▸ ABOUT THIS EXERCISE
Skip the pictures and return every entry exactly as written.

[RECORDS — start]

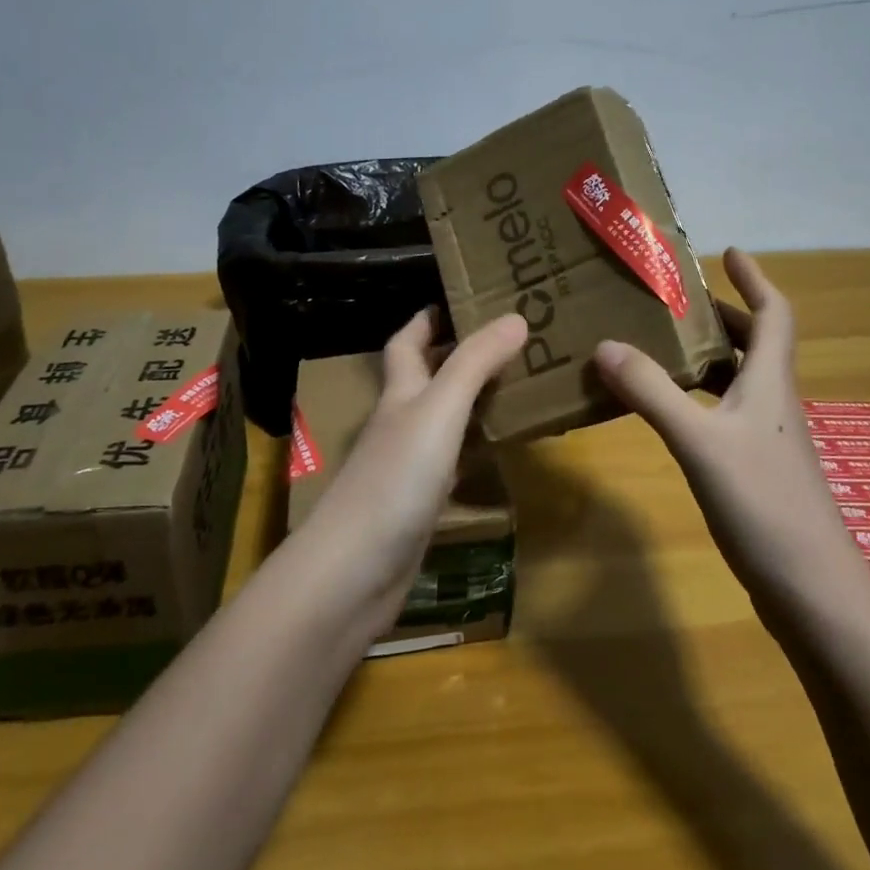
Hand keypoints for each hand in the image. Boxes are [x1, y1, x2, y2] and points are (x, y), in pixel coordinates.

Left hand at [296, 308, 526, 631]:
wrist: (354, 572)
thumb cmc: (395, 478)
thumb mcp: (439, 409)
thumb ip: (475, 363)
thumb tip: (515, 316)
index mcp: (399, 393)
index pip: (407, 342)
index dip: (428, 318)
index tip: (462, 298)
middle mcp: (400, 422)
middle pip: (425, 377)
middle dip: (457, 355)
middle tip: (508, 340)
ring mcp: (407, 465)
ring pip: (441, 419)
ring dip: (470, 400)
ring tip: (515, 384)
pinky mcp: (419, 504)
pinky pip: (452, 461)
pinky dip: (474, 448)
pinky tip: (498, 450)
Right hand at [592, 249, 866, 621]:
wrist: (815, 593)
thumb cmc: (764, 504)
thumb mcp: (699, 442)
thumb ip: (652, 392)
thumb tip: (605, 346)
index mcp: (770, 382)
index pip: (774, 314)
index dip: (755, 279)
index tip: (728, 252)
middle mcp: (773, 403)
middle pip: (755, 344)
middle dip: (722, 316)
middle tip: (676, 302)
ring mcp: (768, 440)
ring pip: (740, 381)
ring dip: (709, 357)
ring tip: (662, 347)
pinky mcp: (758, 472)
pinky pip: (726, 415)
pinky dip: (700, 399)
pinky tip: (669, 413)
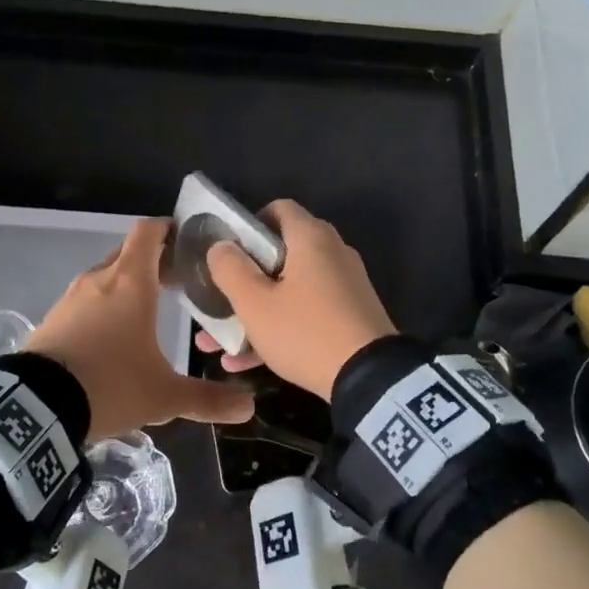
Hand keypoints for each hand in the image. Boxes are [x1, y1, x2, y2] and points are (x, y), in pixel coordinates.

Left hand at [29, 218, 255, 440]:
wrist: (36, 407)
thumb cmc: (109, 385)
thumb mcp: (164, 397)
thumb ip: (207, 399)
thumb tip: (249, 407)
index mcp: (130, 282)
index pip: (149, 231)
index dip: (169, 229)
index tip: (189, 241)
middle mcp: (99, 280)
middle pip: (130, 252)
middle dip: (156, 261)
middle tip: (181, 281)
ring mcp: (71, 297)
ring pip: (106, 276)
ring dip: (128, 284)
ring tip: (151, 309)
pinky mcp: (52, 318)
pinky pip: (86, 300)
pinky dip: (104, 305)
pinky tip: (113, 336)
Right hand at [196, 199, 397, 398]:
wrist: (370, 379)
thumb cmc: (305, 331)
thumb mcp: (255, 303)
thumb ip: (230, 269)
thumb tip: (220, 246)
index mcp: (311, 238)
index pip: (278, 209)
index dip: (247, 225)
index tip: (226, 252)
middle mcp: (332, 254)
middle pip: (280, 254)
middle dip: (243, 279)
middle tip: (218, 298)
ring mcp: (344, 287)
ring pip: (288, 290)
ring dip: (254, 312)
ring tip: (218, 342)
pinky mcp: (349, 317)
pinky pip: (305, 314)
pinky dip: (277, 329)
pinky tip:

[RECORDS — finish]

▸ RESULT FOR THIS TASK
Hand keypoints for each hand in the image. Boxes are [x1, y1, x2, y2] and points are (x, y), in pixel coordinates.

Left hand at [296, 308, 526, 631]:
wrist: (354, 572)
thumb cmc: (395, 478)
thumb mcp: (439, 409)
thumb ip: (475, 363)
thumb tip: (515, 316)
index mcp: (399, 393)
index pip: (407, 342)
index dip: (428, 318)
index tip: (462, 298)
middle mcp: (400, 422)
middle pip: (425, 377)
middle dip: (457, 355)
middle tip: (508, 340)
ring mcp: (407, 465)
ring pip: (441, 419)
ring dip: (470, 400)
ring tip: (515, 384)
pinky mcp: (419, 504)
pinky pip: (452, 461)
pinky dip: (474, 448)
pinky tip: (498, 450)
Right hand at [592, 249, 866, 621]:
wrist: (815, 593)
thumb cmc: (764, 504)
thumb mcp: (699, 442)
thumb ip: (652, 392)
thumb tip: (605, 346)
index mcp: (770, 382)
index pip: (774, 314)
index dip: (755, 279)
index tip: (728, 252)
middle mcp: (773, 403)
middle pip: (755, 344)
middle dip: (722, 316)
middle tip: (676, 302)
ring mcp: (768, 440)
ring pip: (740, 381)
ring dip: (709, 357)
ring tip: (662, 347)
pinky mcp: (758, 472)
pinky pip: (726, 415)
pinky dip: (700, 399)
pinky tip: (669, 413)
Hand keypoints for each hand in the image. Boxes are [x1, y1, x2, y2] and points are (x, y), in pixel coordinates.

Left hand at [29, 218, 255, 440]:
wrist: (36, 407)
thumb cmc: (109, 385)
thumb mcp: (164, 397)
thumb ip: (207, 399)
thumb tip: (249, 407)
index mcp: (130, 282)
index pip: (149, 231)
index dip: (169, 229)
index tip: (189, 241)
middle mcp: (99, 280)
middle pip: (130, 252)
middle dip: (156, 261)
middle tip: (181, 281)
ring mcp: (71, 297)
ring pip: (106, 276)
ring dip: (128, 284)
ring tip: (151, 309)
pinky mcp: (52, 318)
pinky pip: (86, 300)
pinky dip: (104, 305)
pinky tip: (113, 336)
Right hand at [196, 199, 397, 398]:
wrist: (370, 379)
thumb cmc: (305, 331)
thumb mcp: (255, 303)
thumb ip: (230, 269)
thumb tip: (220, 246)
index mcp: (311, 238)
index pip: (278, 209)
index dip: (247, 225)
index tip: (226, 252)
middle mcp: (332, 254)
middle pip: (280, 254)
middle dip: (243, 279)
middle tip: (218, 298)
ring mcp: (344, 287)
ring pip: (288, 290)
ring dip: (254, 312)
ring tip: (218, 342)
pinky mcp: (349, 317)
pinky pip: (305, 314)
pinky dip: (277, 329)
pinky tip:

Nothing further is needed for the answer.